1

The working for loop, expected result

I am attempting to vectorize a slow for loop in code with a very large dataset to remove duplicates based on a test. The result should keep only elements where the first 3 elements are unique, and the 4th element is the largest of all duplicates. e.g.

in = np.array(((0, 12, 13, 1), (0, 12, 13, 10), (1, 12, 13, 2)))

should become

out = np.array(((0, 12, 13, 10), (1, 12, 13, 2)))

This is trivial to achieve with a for loop, but as I mentioned, it is very slow.

unique = np.unique(in[:, :3], axis=0)
out = np.empty((0, 4))
for i in unique:
    out = np.vstack((out, np.hstack((i[:], np.max(in[np.all(in[:, :3] == i[:], axis=1)][:, 3])))))

What I've tried (1)

When I attempt to remove the for loop with indices by replacing each i[:] with unique[np.arange(unique.shape[0])] :

out = np.vstack((out, np.hstack((unique[np.arange(unique.shape[0])], np.max(in[np.all(in[:, :3].astype(int) == unique[np.arange(unique.shape[0])], axis=1)][:, 3])))))

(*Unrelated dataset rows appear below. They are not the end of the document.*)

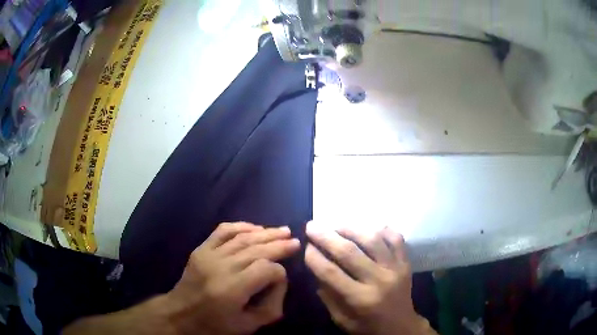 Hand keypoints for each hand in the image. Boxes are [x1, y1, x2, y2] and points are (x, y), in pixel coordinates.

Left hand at [164, 222, 299, 334]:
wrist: (180, 314)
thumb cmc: (215, 324)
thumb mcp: (249, 326)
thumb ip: (271, 306)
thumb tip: (280, 280)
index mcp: (232, 289)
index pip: (265, 270)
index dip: (279, 273)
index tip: (282, 278)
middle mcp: (221, 267)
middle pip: (256, 249)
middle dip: (279, 244)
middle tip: (295, 240)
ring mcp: (209, 255)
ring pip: (242, 238)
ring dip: (265, 232)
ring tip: (283, 230)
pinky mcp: (201, 249)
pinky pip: (222, 231)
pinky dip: (240, 226)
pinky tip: (255, 227)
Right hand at [304, 222, 435, 334]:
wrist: (401, 327)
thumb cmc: (368, 327)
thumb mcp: (342, 319)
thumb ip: (328, 296)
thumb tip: (316, 270)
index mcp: (361, 299)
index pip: (331, 273)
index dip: (315, 258)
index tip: (305, 247)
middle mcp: (379, 280)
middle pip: (349, 252)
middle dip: (326, 236)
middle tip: (312, 226)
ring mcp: (396, 269)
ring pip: (373, 240)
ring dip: (351, 229)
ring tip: (336, 226)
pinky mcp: (405, 263)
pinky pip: (396, 239)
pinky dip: (383, 230)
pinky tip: (369, 229) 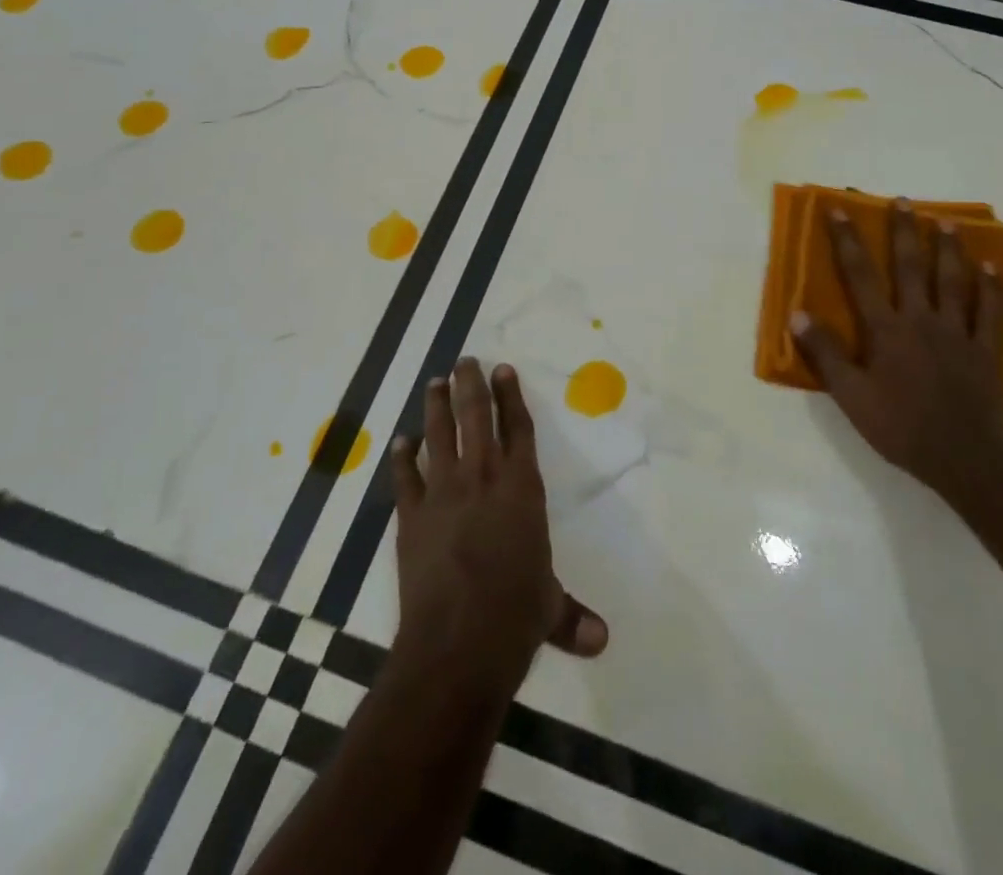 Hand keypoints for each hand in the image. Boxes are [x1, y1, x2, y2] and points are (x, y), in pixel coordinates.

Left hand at [391, 359, 607, 688]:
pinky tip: (401, 441)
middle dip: (471, 385)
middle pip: (476, 417)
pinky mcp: (411, 516)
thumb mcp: (549, 609)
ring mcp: (443, 493)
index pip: (519, 429)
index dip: (511, 397)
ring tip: (435, 382)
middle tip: (465, 360)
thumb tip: (601, 641)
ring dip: (436, 406)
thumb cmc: (514, 616)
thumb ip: (571, 616)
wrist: (457, 642)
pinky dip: (402, 457)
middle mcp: (483, 478)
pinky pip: (405, 477)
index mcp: (521, 487)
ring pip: (439, 435)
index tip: (503, 370)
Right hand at [791, 203, 1002, 508]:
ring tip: (945, 222)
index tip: (839, 210)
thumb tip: (797, 314)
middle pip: (911, 267)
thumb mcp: (850, 396)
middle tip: (903, 201)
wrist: (963, 460)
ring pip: (953, 281)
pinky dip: (991, 286)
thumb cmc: (900, 427)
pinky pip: (990, 311)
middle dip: (904, 231)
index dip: (847, 240)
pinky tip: (991, 266)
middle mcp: (922, 319)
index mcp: (886, 329)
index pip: (860, 275)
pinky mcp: (985, 350)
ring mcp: (958, 333)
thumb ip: (826, 354)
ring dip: (948, 249)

Numpy complains about the input shape in conjunction with all:

Traceback (most recent call last):
  File "<stdin>", line 1, in <module>
  File "<__array_function__ internals>", line 6, in all
  File "/usr/local/lib/python3.6/dist-packages/numpy/core/fromnumeric.py", line 2351, in all
    return _wrapreduction(a, np.logical_and, 'all', axis, None, out, keepdims=keepdims)
  File "/usr/local/lib/python3.6/dist-packages/numpy/core/fromnumeric.py", line 90, in _wrapreduction
    return ufunc.reduce(obj, axis, dtype, out, **passkwargs)
numpy.AxisError: axis 1 is out of bounds for array of dimension 0

What I've tried (2)

Based on a suggestion from StackOverflow while typing this question (Broadcasting/Vectorizing inner and outer for loops in python/NumPy):

newout = np.vstack((newout, np.hstack((tempunique[:, None], np.max(inout[np.all(inout[:, :3].astype(int) == tempunique[:, None], axis=1)][:, 3])))))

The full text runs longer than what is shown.